Ibu Sutar merasakan kekhawatiran yang semakin mendalam. Dia membawa Laut menuju ruang tengah yang nyaman, ditemani oleh cahaya lembut dari lampu gantung yang memancar kehangatan. Ibu Sutar pergi ke ruangan di samping dan kembali membawa handuk tebal.
"Ini ambil, hangatin tubuh kamu dulu. Nanti Ibu cariin baju kamu yang tertinggal disini," kata Ibu Sutar, "Kamu ada masalah lagi di rumah?" tambahnya.
Laut menerima handuk dengan penuh terima kasih, menggosok-gosok tubuhnya yang basah.
"Di rumah ada masalah Bu, itu juga masalahnya karena Laut. Sepertinya lebih baik Laut selalu diam kalo di rumah, biar Laut gak sakit hati," kata Laut terdengar rapuh.
"Kamu sakit hati? Karena apa Laut? Cerita sama Ibu, sapa tahu Ibu ada solusi," kata Ibu Sutar berusaha menenangkan.
Laut terdiam sejenak, ia tengah berpikir, apakah harus ia menceritakan hal ini kepada Ibu Sutar? Atau ia alihkan topik permasalahan ini ke hal yang lain?
"Kalo kamu belum siap nyeritain masalah itu, bisa kamu ceritain kapan-kapan aja Laut, gak harus sekarang, bahkan nggak kamu ceritain juga gak papa," kata Ibu Sutar.

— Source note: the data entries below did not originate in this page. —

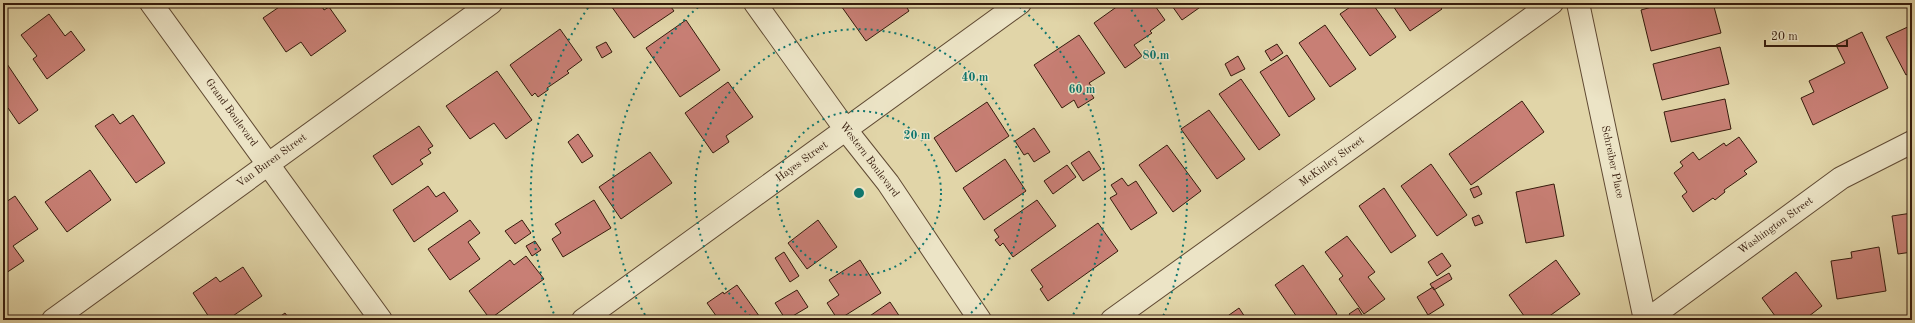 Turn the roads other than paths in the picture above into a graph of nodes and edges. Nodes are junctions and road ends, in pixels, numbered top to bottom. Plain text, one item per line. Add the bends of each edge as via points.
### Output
1 (151, 3) edge
2 (491, 3) edge
3 (755, 3) edge
4 (1020, 3) edge
5 (1552, 3) edge
6 (1578, 3) edge
7 (846, 130) junction
8 (1912, 142) edge
9 (268, 164) junction
10 (53, 320) edge
11 (381, 320) edge
12 (583, 320) edge
13 (980, 320) edge
14 (1112, 320) edge
15 (1646, 320) edge

1 - 9 street, Grand Boulevard
2 - 9 street, Van Buren Street
3 - 7 street, Western Boulevard
4 - 7 street, Hayes Street
5 - 14 street, McKinley Street
6 - 15 street, Schreiber Place
7 - 12 street, Hayes Street
7 - 13 street, Western Boulevard via 888,183
8 - 15 street, Washington Street via 1841,178
9 - 10 street, Van Buren Street
9 - 11 street, Grand Boulevard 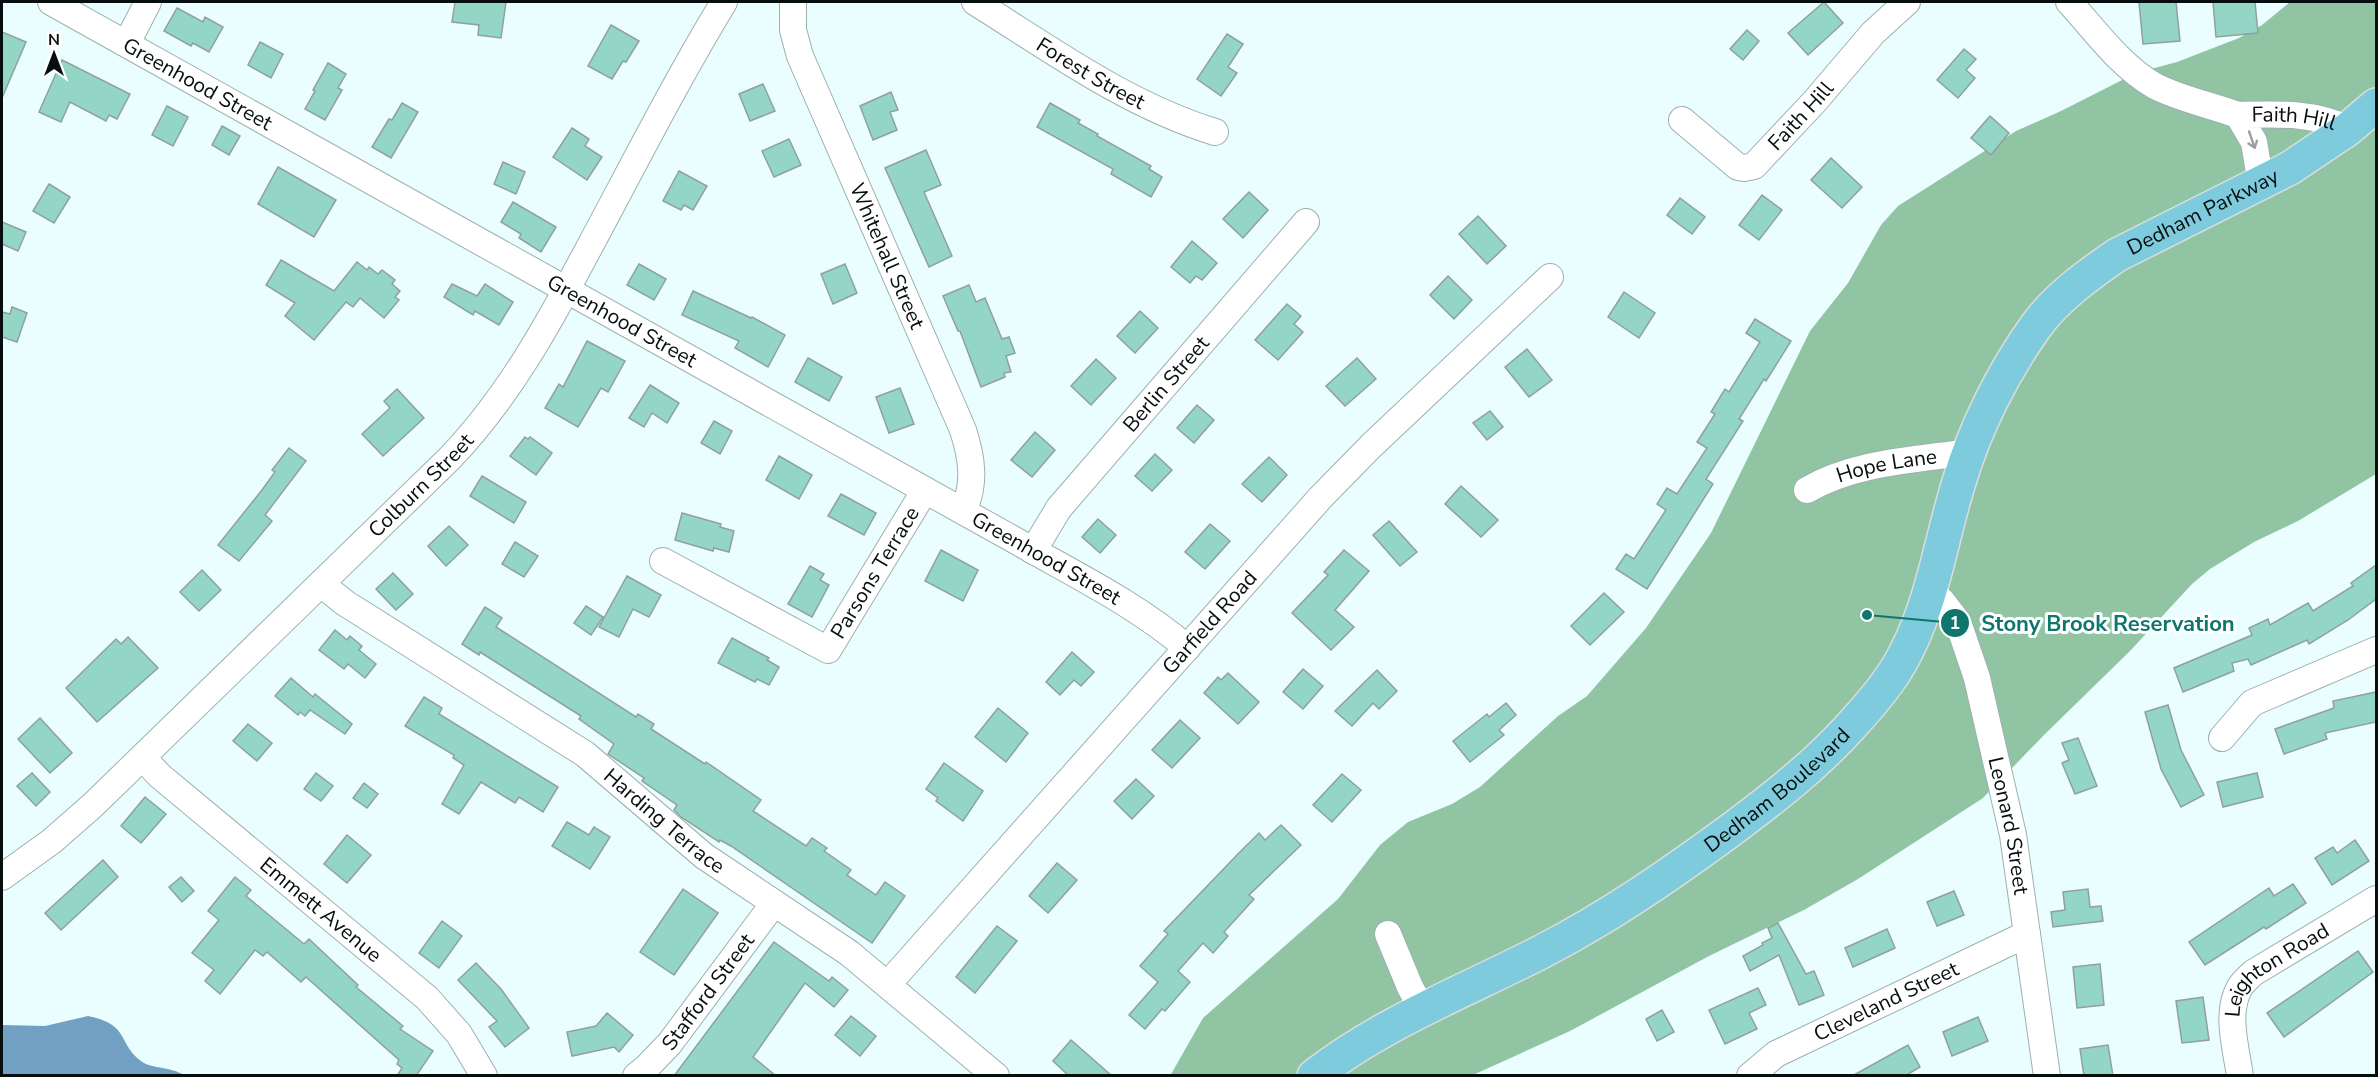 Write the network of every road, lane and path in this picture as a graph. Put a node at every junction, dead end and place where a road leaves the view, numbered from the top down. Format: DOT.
graph roads {
  1 [pos="51,2"];
  2 [pos="148,2"];
  3 [pos="724,2"];
  4 [pos="793,2"];
  5 [pos="975,2"];
  6 [pos="1906,2"];
  7 [pos="2069,2"];
  8 [pos="127,43"];
  9 [pos="2376,105"];
  10 [pos="2238,115"];
  11 [pos="1682,120"];
  12 [pos="2348,129"];
  13 [pos="1215,132"];
  14 [pos="2261,184"];
  15 [pos="1305,222"];
  16 [pos="1550,277"];
  17 [pos="567,289"];
  18 [pos="2037,325"];
  19 [pos="1969,452"];
  20 [pos="925,490"];
  21 [pos="1807,490"];
  22 [pos="963,511"];
  23 [pos="1033,551"];
  24 [pos="663,561"];
  25 [pos="321,584"];
  26 [pos="1928,595"];
  27 [pos="1187,648"];
  28 [pos="2376,650"];
  29 [pos="2222,738"];
  30 [pos="143,758"];
  31 [pos="2,877"];
  32 [pos="2376,898"];
  33 [pos="774,903"];
  34 [pos="1388,934"];
  35 [pos="2027,934"];
  36 [pos="888,984"];
  37 [pos="1423,1011"];
  38 [pos="484,1076"];
  39 [pos="636,1076"];
  40 [pos="996,1076"];
  41 [pos="1314,1076"];
  42 [pos="1750,1076"];
  43 [pos="2047,1076"];
  44 [pos="2240,1076"];
  1 -- 8 [label="street, Greenhood Street"];
  2 -- 8 [label="street"];
  3 -- 17 [label="street, Colburn Street"];
  4 -- 22 [label="street, Whitehall Street"];
  5 -- 13 [label="street, Forest Street"];
  6 -- 11 [label="street, Faith Hill"];
  7 -- 10 [label="street, Faith Hill"];
  8 -- 17 [label="street, Greenhood Street"];
  9 -- 12 [label="main road, Dedham Parkway"];
  10 -- 12 [label="street, Faith Hill"];
  10 -- 14 [label="street, Faith Hill, one-way"];
  12 -- 14 [label="main road, Dedham Parkway"];
  14 -- 18 [label="main road, Dedham Parkway"];
  15 -- 23 [label="street, Berlin Street"];
  16 -- 27 [label="street, Garfield Road"];
  17 -- 20 [label="street, Greenhood Street"];
  17 -- 25 [label="street, Colburn Street"];
  18 -- 19 [label="main road, Dedham Boulevard"];
  19 -- 21 [label="street, Hope Lane"];
  19 -- 26 [label="main road, Dedham Boulevard"];
  20 -- 22 [label="street, Greenhood Street"];
  20 -- 24 [label="street, Parsons Terrace"];
  22 -- 23 [label="street, Greenhood Street"];
  23 -- 27 [label="street, Greenhood Street"];
  25 -- 30 [label="street, Colburn Street"];
  25 -- 33 [label="street, Harding Terrace"];
  26 -- 35 [label="street, Leonard Street"];
  26 -- 37 [label="main road, Dedham Boulevard"];
  27 -- 36 [label="street, Garfield Road"];
  28 -- 29 [label="street"];
  30 -- 31 [label="street, Colburn Street"];
  30 -- 38 [label="street, Emmett Avenue"];
  32 -- 44 [label="street, Leighton Road"];
  33 -- 36 [label="street, Harding Terrace"];
  33 -- 39 [label="street, Stafford Street"];
  34 -- 37 [label="street"];
  35 -- 42 [label="street, Cleveland Street"];
  35 -- 43 [label="street, Leonard Street"];
  36 -- 40 [label="street, Harding Terrace"];
  37 -- 41 [label="main road, Dedham Boulevard"];
} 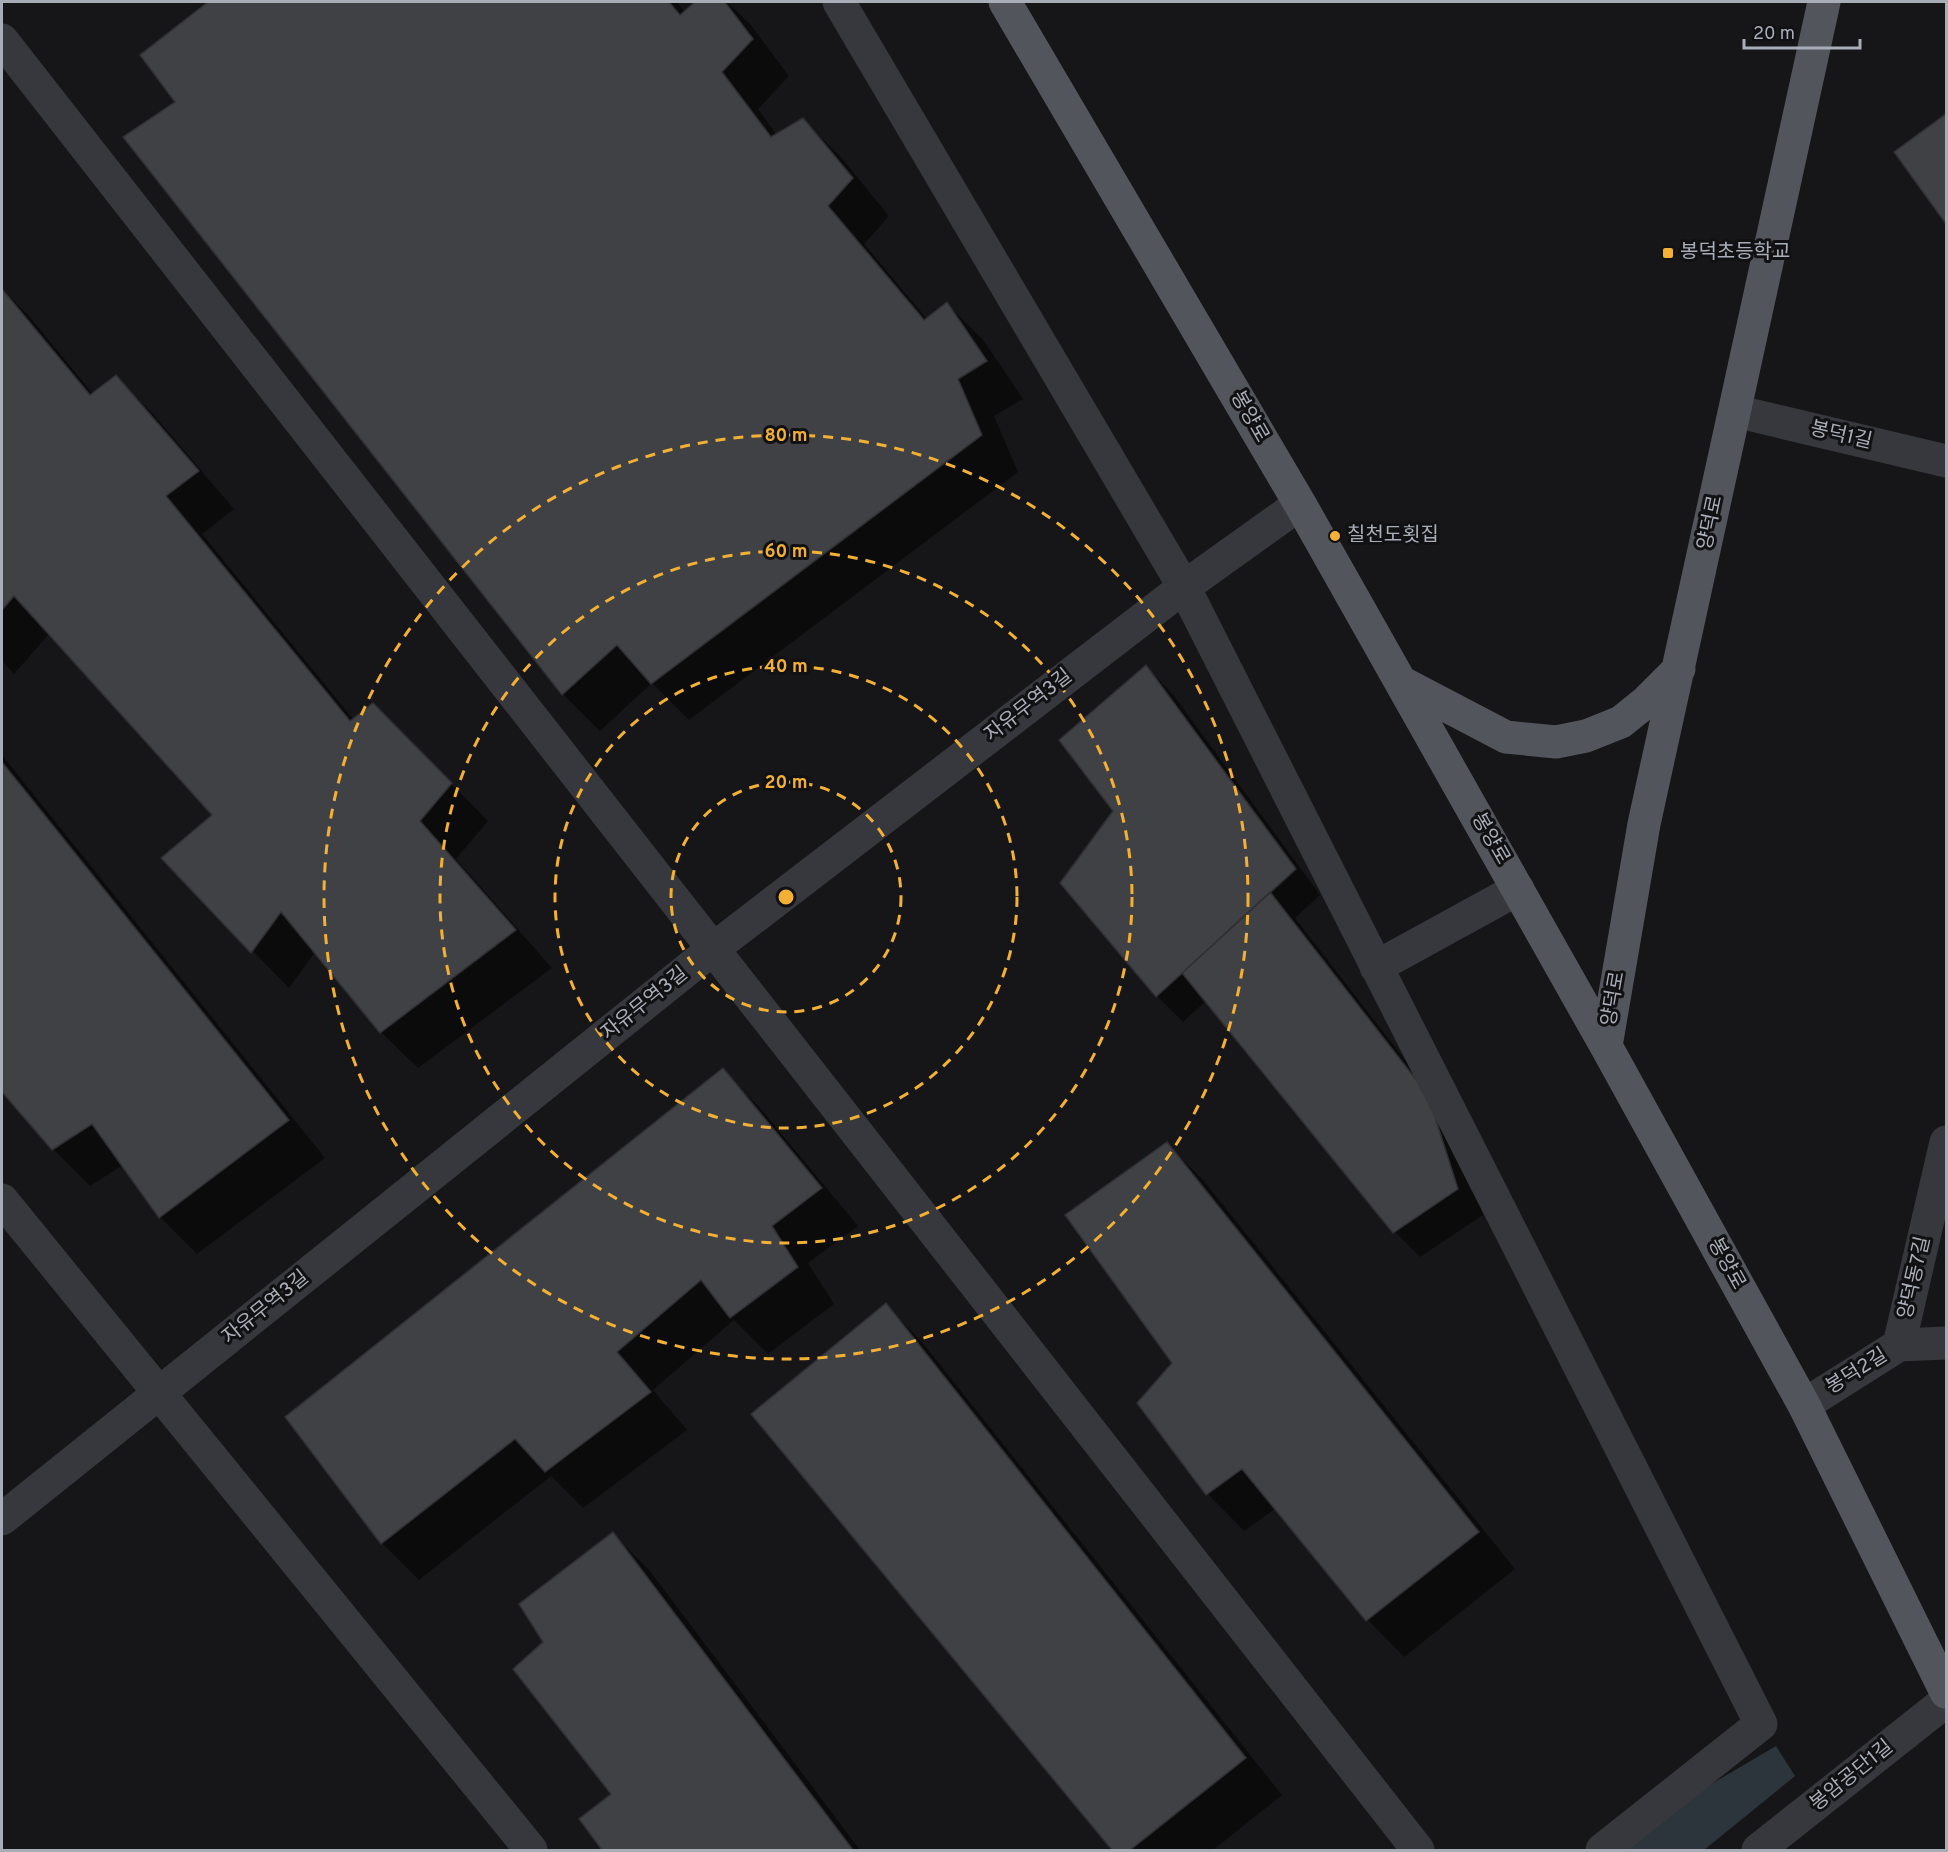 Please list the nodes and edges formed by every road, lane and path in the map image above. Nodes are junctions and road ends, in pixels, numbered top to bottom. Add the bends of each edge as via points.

Laut menatap Ibu Sutar dengan tatapan ragu, berusaha mencari keberanian untuk berbagi beban yang ia pikul. Meskipun Ibu Sutar menawarkan opsi untuk tidak menceritakannya, Laut merasa terbebani jika tidak menceritakan masalah ini. Dengan pelan akhirnya Laut menceritakannya.
"Ibu di rumah, bilang kalo Laut gak seharusnya lahir, karena Laut kisah antara Ibu dan Ayah pertama kandas," ungkap Laut dengan suara yang perlahan tapi jujur.
Ibu Sutar terlihat terkejut, tapi dengan cepat ekspresi wajahnya diubah menjadi rasa khawatir.
"Laut, sepertinya apa yang Ibu tangkap terkait apa yang kamu jelaskan tadi awal. Mungkin ada sesuatu yang sepatutnya tidak kamu ketahui. Mungkin hal-hal yang nantinya akan Laut tahu, bisa bikin Laut sakit hati, seperti saat ini bukan? Dan sepertinya penjelasan dari Ibumu belum sepenuhnya selesai," kata Ibu Sutar dengan lembut.
Laut kembali terdiam setelah mendengar penjelasan dari Ibu Sutar. Ia menatap ke lantai kayu, pikirannya kembali berputar. Ibu Surat yang melihat gelagat Laut, ia melangkah kembali ke ruangan yang tadi, kemudian kembali lagi dan memberikan pakaian yang tadi ia bicarakan.
"Udah, lebih baik kamu mandi dulu. Nanti kamu sakit, soal masalahmu, biarkan hujan di luar yang melarutkannya," kata Ibu Sutar seraya menyerahkan pakaian Laut.